• Exercise instructions: Show every line of the data below that includes the word "Give".

[Stored data]
::::

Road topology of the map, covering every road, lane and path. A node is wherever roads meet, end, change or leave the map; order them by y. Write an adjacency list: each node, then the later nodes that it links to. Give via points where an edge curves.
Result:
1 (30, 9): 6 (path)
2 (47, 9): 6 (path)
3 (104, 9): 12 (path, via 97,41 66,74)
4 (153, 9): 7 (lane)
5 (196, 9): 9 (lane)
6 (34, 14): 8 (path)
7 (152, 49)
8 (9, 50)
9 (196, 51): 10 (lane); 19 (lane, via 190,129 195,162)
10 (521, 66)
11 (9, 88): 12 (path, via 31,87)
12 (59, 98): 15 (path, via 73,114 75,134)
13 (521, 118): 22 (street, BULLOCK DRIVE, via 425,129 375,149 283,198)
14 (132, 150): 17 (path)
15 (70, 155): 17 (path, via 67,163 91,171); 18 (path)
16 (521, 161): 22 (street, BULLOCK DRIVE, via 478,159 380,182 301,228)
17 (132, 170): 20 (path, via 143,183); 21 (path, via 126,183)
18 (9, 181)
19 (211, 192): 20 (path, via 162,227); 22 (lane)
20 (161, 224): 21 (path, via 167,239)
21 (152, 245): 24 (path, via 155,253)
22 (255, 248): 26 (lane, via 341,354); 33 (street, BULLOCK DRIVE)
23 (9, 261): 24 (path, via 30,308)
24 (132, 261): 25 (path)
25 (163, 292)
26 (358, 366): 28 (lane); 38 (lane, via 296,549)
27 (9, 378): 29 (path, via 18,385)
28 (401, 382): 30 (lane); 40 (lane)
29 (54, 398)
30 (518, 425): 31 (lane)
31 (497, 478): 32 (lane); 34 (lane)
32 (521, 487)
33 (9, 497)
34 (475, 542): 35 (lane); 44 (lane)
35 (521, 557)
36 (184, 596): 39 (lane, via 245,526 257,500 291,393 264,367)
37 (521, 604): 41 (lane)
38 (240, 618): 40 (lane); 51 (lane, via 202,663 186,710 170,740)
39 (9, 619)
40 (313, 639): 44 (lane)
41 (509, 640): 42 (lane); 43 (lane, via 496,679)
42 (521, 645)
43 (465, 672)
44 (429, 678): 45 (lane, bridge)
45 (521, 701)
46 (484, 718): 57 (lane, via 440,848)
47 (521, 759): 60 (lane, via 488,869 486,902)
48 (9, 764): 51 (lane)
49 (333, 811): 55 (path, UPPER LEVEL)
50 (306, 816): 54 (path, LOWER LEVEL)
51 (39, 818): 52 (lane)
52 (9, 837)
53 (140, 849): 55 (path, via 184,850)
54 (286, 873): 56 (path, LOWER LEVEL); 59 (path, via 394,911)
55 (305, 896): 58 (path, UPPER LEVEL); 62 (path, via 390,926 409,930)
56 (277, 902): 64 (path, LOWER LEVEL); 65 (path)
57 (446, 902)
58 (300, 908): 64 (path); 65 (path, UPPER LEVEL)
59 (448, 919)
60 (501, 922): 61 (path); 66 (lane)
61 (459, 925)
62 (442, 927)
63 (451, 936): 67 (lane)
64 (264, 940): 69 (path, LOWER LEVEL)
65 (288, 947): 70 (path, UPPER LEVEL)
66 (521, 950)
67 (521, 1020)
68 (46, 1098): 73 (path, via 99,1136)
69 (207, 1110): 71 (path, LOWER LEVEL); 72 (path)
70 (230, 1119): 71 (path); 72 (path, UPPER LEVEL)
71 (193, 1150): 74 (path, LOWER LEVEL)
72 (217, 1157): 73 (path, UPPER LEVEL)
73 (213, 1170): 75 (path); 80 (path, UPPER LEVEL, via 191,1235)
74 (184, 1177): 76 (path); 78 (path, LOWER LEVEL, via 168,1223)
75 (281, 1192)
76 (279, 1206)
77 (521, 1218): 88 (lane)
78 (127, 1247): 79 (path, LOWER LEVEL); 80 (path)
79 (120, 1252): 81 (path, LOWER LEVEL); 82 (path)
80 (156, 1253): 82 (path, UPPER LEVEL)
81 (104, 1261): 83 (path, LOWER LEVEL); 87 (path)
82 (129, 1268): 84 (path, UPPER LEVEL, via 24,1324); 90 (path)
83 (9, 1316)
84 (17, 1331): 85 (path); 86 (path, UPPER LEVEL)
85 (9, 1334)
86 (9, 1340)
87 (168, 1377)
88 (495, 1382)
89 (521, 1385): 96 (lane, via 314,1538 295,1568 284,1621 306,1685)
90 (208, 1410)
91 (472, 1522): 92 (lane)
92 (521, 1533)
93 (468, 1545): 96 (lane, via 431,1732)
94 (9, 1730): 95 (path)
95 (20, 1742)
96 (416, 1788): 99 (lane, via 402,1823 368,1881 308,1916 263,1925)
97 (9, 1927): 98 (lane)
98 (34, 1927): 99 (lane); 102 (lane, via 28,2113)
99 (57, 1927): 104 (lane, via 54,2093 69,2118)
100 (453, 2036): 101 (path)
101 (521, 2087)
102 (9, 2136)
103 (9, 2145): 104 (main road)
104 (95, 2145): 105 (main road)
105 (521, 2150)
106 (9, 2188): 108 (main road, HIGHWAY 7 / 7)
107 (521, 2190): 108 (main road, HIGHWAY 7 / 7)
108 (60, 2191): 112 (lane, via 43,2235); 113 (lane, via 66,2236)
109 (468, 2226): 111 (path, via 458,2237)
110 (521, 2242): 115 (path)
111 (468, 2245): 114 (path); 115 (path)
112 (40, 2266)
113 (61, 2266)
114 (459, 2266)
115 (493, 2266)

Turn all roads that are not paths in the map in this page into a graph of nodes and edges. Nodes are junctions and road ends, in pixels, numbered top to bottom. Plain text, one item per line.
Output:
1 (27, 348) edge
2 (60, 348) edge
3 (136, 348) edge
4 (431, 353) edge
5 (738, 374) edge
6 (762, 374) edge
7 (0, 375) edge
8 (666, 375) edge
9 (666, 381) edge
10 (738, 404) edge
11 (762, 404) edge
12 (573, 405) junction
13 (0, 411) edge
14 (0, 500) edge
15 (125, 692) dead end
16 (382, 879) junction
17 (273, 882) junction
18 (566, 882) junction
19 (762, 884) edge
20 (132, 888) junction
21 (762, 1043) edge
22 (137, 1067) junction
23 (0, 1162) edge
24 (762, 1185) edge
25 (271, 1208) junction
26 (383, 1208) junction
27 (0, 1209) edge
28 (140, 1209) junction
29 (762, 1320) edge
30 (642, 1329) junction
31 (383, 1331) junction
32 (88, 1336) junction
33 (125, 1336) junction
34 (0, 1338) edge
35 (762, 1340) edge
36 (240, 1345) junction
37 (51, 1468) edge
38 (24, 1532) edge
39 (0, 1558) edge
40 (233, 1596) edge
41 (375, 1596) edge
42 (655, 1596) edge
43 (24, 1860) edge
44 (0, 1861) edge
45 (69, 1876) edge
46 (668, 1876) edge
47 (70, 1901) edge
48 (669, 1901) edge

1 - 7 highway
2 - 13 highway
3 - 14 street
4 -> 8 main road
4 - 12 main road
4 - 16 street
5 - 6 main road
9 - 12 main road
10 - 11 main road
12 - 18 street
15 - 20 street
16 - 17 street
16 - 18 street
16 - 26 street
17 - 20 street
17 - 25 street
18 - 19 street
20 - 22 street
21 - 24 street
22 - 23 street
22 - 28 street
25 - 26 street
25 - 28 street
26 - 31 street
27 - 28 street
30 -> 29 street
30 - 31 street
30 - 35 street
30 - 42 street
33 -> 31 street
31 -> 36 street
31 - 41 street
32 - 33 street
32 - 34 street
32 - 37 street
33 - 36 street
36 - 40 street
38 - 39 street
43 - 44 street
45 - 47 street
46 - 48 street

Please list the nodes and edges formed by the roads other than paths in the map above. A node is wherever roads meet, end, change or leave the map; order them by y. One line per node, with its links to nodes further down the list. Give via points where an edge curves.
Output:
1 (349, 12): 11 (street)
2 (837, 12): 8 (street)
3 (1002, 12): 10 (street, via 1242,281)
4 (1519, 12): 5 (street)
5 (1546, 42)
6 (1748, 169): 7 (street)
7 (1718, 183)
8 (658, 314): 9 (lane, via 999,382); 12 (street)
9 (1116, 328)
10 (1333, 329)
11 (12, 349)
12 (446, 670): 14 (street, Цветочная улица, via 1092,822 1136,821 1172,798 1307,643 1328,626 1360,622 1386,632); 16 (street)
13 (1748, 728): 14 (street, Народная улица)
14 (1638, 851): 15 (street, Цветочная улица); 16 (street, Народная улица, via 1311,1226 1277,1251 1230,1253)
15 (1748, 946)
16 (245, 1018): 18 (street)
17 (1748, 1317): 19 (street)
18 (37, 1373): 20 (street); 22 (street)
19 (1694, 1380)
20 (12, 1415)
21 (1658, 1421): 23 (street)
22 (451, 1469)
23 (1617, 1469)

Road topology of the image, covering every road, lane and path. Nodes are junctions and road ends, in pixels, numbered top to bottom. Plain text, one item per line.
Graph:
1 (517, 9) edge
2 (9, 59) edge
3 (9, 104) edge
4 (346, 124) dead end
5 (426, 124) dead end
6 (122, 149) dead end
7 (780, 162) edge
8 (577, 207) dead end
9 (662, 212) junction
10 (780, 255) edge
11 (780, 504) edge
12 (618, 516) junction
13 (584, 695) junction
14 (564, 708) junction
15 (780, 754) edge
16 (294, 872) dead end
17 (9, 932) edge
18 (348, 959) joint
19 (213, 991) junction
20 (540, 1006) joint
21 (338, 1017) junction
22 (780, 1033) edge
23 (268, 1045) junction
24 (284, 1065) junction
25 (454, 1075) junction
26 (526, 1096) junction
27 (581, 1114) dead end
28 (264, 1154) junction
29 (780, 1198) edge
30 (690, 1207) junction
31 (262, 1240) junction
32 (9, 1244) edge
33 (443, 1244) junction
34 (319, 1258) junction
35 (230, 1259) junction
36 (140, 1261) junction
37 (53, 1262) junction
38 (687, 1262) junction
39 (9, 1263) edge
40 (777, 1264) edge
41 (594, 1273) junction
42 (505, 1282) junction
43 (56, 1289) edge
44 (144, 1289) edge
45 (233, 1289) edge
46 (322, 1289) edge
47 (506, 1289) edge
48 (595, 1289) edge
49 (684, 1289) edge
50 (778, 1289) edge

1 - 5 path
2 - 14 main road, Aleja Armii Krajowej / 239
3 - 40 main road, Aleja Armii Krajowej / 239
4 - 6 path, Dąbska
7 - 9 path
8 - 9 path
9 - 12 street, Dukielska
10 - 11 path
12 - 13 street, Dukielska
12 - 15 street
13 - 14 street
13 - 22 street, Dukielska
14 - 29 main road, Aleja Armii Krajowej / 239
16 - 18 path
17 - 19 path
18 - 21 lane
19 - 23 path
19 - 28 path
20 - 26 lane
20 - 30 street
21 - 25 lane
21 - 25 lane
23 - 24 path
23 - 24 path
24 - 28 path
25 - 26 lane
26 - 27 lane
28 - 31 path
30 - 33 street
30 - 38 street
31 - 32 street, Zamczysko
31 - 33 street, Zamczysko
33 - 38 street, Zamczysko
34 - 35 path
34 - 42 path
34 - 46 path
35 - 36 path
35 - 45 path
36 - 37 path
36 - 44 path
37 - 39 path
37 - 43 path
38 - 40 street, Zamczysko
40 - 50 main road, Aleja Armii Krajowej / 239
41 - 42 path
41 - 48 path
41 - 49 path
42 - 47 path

::::

• Result for this exercise:
Road topology of the map, covering every road, lane and path. A node is wherever roads meet, end, change or leave the map; order them by y. Write an adjacency list: each node, then the later nodes that it links to. Give via points where an edge curves.
Please list the nodes and edges formed by the roads other than paths in the map above. A node is wherever roads meet, end, change or leave the map; order them by y. One line per node, with its links to nodes further down the list. Give via points where an edge curves.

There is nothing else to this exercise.